Dubai Is Well-Positioned To Accommodate 36000 Additional Hotel Rooms.
Dubai’s hotel industry is preparing for a lot of activity, and it is not just about keeping the rooms and suites open to receive more visitors. In what industry insiders refer to as the “next golden age” of the industry. There is a lot of activity going on in terms of new hotel projects being completed.
In the first half of 2024, the world’s tallest hotel with 1,000 rooms will open. The First Group, which has been active over the years in the construction of hotels in the city, is the company behind the 365-meter-tall “Ciel” structure in Dubai Marina. (By the way, Dubai is already home to the tallest hotel towers in the world.)
A record-holder, the One Za’abeel, will have its hotel tower ready by year’s end under the “One&Only” super-luxury name before Ceil opens. (Due to having the tallest cantilever, the project is given a spot in the Guinness World Records.)
In addition, most recently, the Atlantis the Royal, with its elevated range of experiences and quite a distinctive perspective on architecture design, became Dubai’s newest destination resort.
So how quickly can Dubai construct new hotels? How quickly the hospitality industry can absorb all of the new rooms is also crucial.
“Dubai has reached critical mass. Brand Dubai is well-established and highly sought after,” said Faisal Durrani, Partner and Head of Middle East Research at the consulting firm Knight Frank. With 140,000 keys, Dubai has one of the largest densities of hotel rooms in the world. Incredibly, occupancy rates are consistently among the highest in the world.
The Dubai Airport is also on track to reach pre-Covid records, solidifying its status as the busiest international airport in the world for 15 years running.
In addition to the 140 000 rooms, some 36,000 more are being built or planned. Since they are becoming popular destinations for mixed-use development, Dubai South and Expo City are likely to see an increase in the number of these five-star city hotels/resorts.
Create And Fulfill Urgent Demand
The demand for hotels in Dubai, whether for travel or business, is anticipated to last far longer than typical market cycles. Geopolitics and how it is now unfolding could aid them in this.
Philip Wooller, Area Director for the Middle East and Africa at hotel consulting firm STR, stated that the UAE, particularly Dubai, has experienced a significant economic upswing across all sectors, thanks to the favorable global geopolitical situation. Despite the addition of 25,000 hotel rooms since 2019 (and 36,500 since 2018), the demand has remained steady. The hotel industry’s success is a clear indication that Dubai is currently the world’s most preferred city. With average room prices (ARR) close to Dh800 and higher than in New York, London, and Paris, year-to-date occupancy rates are slightly over 83%. According to Wooller, “despite having by far the largest new supply increases in the last three to four years.”
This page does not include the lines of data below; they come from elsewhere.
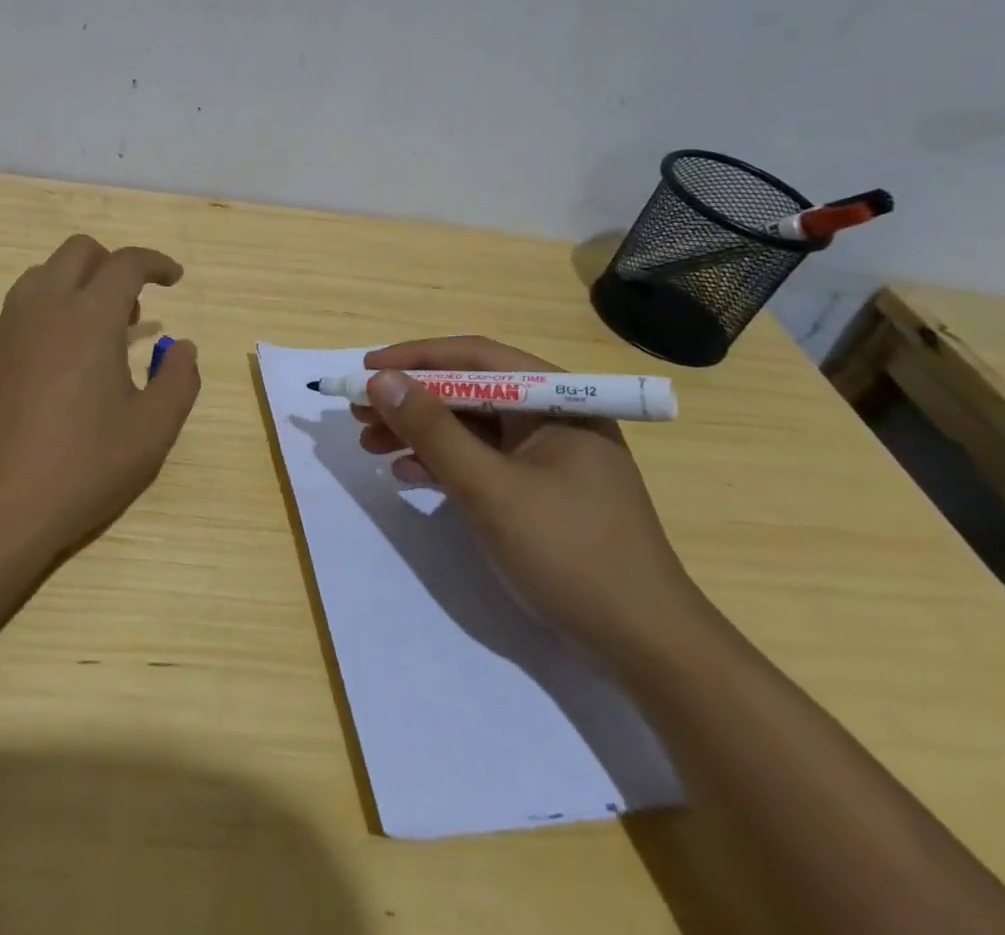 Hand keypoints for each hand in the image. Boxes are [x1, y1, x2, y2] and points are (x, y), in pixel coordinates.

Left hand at [0, 235, 200, 559]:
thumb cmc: (79, 467)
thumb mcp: (151, 432)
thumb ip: (179, 381)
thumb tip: (183, 348)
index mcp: (89, 316)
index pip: (126, 263)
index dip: (157, 263)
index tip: (175, 280)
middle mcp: (45, 306)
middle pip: (80, 251)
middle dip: (114, 265)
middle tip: (134, 310)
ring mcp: (10, 326)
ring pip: (46, 272)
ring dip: (79, 283)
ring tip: (100, 333)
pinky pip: (25, 303)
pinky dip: (53, 306)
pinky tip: (67, 359)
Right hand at [353, 337, 708, 666]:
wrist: (645, 646)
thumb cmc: (569, 552)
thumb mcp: (489, 487)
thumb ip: (432, 430)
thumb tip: (380, 379)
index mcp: (557, 399)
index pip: (475, 359)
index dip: (415, 358)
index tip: (366, 369)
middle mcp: (554, 416)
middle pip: (469, 392)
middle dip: (411, 401)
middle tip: (360, 412)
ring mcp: (548, 455)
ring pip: (471, 428)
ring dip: (420, 434)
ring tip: (371, 446)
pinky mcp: (541, 491)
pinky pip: (482, 461)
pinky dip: (444, 464)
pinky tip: (408, 475)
‘Serviced’ Homes Also Support
Start a hotel and have a residential component in it. Organize everything under one famous hospitality brand. Launching off-plan for the dwellings is one more thing.
Developers in Dubai and increasingly in other emirates have begun using this method. Such affiliations, whether with a Fairmont, One&Only, or St. Regis, are beneficial. Especially in light of the fierce competition for the interest and money of international investors.
Additionally, it gives developers the opportunity to raise money to support project construction. Off-plan sales are another factor in maximizing market visibility. If home sales are successful, they can shorten the payback period for developers. Relative to what they might anticipate in a stand-alone hotel project.
“It is encouraging seeing the market diversification that is taking place, including the serviced and micro-apartment segments,” said Nils Heckscher, Managing Director, Head of Africa and the Middle East, PKF hotel group.
The ‘digital nomad’ population that is pouring into the UAE is becoming more and more interested in mixed-used buildings and serviced living options. There are also branded residences, two hotel brands housed in the same structure, and hotels that are becoming more and more well-liked for their residential units.
For instance, the growing number of digital nomads demands a tiny kitchenette in their hotel rooms. The ‘workcation’ trend is likewise becoming more and more popular.
The hotel developers in Dubai will keep an eye on all trends, both established and emerging. Why not, if each of these trends may maintain the surge during the boom times for hotels?